▶ _EXERCISE DIRECTIONS_
Retype the records exactly, with nothing added or dropped.

[[ TASK DATA, beginning ]]

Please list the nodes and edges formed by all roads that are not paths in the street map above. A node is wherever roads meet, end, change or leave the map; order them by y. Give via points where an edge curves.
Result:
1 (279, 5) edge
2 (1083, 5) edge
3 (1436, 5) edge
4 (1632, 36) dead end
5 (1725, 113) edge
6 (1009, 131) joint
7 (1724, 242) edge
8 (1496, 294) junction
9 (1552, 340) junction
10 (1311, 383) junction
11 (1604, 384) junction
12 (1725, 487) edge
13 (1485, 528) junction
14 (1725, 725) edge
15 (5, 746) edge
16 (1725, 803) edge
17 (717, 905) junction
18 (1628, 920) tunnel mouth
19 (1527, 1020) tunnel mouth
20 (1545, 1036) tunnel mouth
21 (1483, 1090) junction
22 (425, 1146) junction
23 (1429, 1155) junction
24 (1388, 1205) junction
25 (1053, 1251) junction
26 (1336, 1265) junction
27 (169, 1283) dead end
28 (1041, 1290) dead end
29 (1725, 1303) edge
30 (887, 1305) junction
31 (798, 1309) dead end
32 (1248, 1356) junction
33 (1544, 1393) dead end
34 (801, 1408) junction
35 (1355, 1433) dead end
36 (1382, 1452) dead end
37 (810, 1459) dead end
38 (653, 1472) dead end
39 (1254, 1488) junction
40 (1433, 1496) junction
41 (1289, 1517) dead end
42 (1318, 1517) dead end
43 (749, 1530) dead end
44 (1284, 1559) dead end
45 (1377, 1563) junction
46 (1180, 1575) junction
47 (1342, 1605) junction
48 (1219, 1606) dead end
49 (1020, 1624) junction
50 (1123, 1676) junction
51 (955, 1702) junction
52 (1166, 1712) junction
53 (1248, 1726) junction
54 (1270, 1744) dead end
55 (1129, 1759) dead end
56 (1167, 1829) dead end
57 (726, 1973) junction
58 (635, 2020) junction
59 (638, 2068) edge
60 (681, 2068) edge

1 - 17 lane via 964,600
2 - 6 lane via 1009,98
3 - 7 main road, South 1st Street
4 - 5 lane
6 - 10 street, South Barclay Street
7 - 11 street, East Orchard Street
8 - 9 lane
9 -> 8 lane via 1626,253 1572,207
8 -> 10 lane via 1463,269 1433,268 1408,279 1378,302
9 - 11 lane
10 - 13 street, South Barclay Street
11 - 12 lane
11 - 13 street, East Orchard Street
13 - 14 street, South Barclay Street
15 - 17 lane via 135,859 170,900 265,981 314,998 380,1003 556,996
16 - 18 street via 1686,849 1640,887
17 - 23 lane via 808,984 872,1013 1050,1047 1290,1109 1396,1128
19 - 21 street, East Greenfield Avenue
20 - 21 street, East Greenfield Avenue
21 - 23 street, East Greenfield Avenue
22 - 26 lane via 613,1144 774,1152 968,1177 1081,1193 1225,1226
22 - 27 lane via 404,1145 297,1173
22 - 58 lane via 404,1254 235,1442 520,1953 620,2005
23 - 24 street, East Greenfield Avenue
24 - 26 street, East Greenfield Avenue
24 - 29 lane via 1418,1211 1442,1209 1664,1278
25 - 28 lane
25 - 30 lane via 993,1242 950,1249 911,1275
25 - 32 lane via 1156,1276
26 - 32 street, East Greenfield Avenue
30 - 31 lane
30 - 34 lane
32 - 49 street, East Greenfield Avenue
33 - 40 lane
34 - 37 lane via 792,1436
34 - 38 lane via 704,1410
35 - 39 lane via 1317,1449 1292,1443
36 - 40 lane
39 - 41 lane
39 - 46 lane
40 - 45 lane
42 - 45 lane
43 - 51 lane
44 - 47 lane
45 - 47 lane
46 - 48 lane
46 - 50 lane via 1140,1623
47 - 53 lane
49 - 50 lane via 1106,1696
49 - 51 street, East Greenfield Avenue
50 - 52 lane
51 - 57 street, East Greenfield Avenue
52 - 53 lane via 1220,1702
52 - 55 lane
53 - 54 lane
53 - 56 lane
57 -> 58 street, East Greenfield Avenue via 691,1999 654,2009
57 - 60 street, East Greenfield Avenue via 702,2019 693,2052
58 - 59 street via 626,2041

[[ TASK DATA, end ]]

▶ _SOLUTION FOR THIS PROBLEM_
Please list the nodes and edges formed by all roads that are not paths in the street map above. A node is wherever roads meet, end, change or leave the map; order them by y. Give via points where an edge curves.
Result:
1 (279, 5) edge
2 (1083, 5) edge
3 (1436, 5) edge
4 (1632, 36) dead end
5 (1725, 113) edge
6 (1009, 131) joint
7 (1724, 242) edge
8 (1496, 294) junction
9 (1552, 340) junction
10 (1311, 383) junction
11 (1604, 384) junction
12 (1725, 487) edge
13 (1485, 528) junction
14 (1725, 725) edge
15 (5, 746) edge
16 (1725, 803) edge
17 (717, 905) junction
18 (1628, 920) tunnel mouth
19 (1527, 1020) tunnel mouth
20 (1545, 1036) tunnel mouth
21 (1483, 1090) junction
22 (425, 1146) junction
23 (1429, 1155) junction
24 (1388, 1205) junction
25 (1053, 1251) junction
26 (1336, 1265) junction
27 (169, 1283) dead end
28 (1041, 1290) dead end
29 (1725, 1303) edge
30 (887, 1305) junction
31 (798, 1309) dead end
32 (1248, 1356) junction
33 (1544, 1393) dead end
34 (801, 1408) junction
35 (1355, 1433) dead end
36 (1382, 1452) dead end
37 (810, 1459) dead end
38 (653, 1472) dead end
39 (1254, 1488) junction
40 (1433, 1496) junction
41 (1289, 1517) dead end
42 (1318, 1517) dead end
43 (749, 1530) dead end
44 (1284, 1559) dead end
45 (1377, 1563) junction
46 (1180, 1575) junction
47 (1342, 1605) junction
48 (1219, 1606) dead end
49 (1020, 1624) junction
50 (1123, 1676) junction
51 (955, 1702) junction
52 (1166, 1712) junction
53 (1248, 1726) junction
54 (1270, 1744) dead end
55 (1129, 1759) dead end
56 (1167, 1829) dead end
57 (726, 1973) junction
58 (635, 2020) junction
59 (638, 2068) edge
60 (681, 2068) edge

1 - 17 lane via 964,600
2 - 6 lane via 1009,98
3 - 7 main road, South 1st Street
4 - 5 lane
6 - 10 street, South Barclay Street
7 - 11 street, East Orchard Street
8 - 9 lane
9 -> 8 lane via 1626,253 1572,207
8 -> 10 lane via 1463,269 1433,268 1408,279 1378,302
9 - 11 lane
10 - 13 street, South Barclay Street
11 - 12 lane
11 - 13 street, East Orchard Street
13 - 14 street, South Barclay Street
15 - 17 lane via 135,859 170,900 265,981 314,998 380,1003 556,996
16 - 18 street via 1686,849 1640,887
17 - 23 lane via 808,984 872,1013 1050,1047 1290,1109 1396,1128
19 - 21 street, East Greenfield Avenue
20 - 21 street, East Greenfield Avenue
21 - 23 street, East Greenfield Avenue
22 - 26 lane via 613,1144 774,1152 968,1177 1081,1193 1225,1226
22 - 27 lane via 404,1145 297,1173
22 - 58 lane via 404,1254 235,1442 520,1953 620,2005
23 - 24 street, East Greenfield Avenue
24 - 26 street, East Greenfield Avenue
24 - 29 lane via 1418,1211 1442,1209 1664,1278
25 - 28 lane
25 - 30 lane via 993,1242 950,1249 911,1275
25 - 32 lane via 1156,1276
26 - 32 street, East Greenfield Avenue
30 - 31 lane
30 - 34 lane
32 - 49 street, East Greenfield Avenue
33 - 40 lane
34 - 37 lane via 792,1436
34 - 38 lane via 704,1410
35 - 39 lane via 1317,1449 1292,1443
36 - 40 lane
39 - 41 lane
39 - 46 lane
40 - 45 lane
42 - 45 lane
43 - 51 lane
44 - 47 lane
45 - 47 lane
46 - 48 lane
46 - 50 lane via 1140,1623
47 - 53 lane
49 - 50 lane via 1106,1696
49 - 51 street, East Greenfield Avenue
50 - 52 lane
51 - 57 street, East Greenfield Avenue
52 - 53 lane via 1220,1702
52 - 55 lane
53 - 54 lane
53 - 56 lane
57 -> 58 street, East Greenfield Avenue via 691,1999 654,2009
57 - 60 street, East Greenfield Avenue via 702,2019 693,2052
58 - 59 street via 626,2041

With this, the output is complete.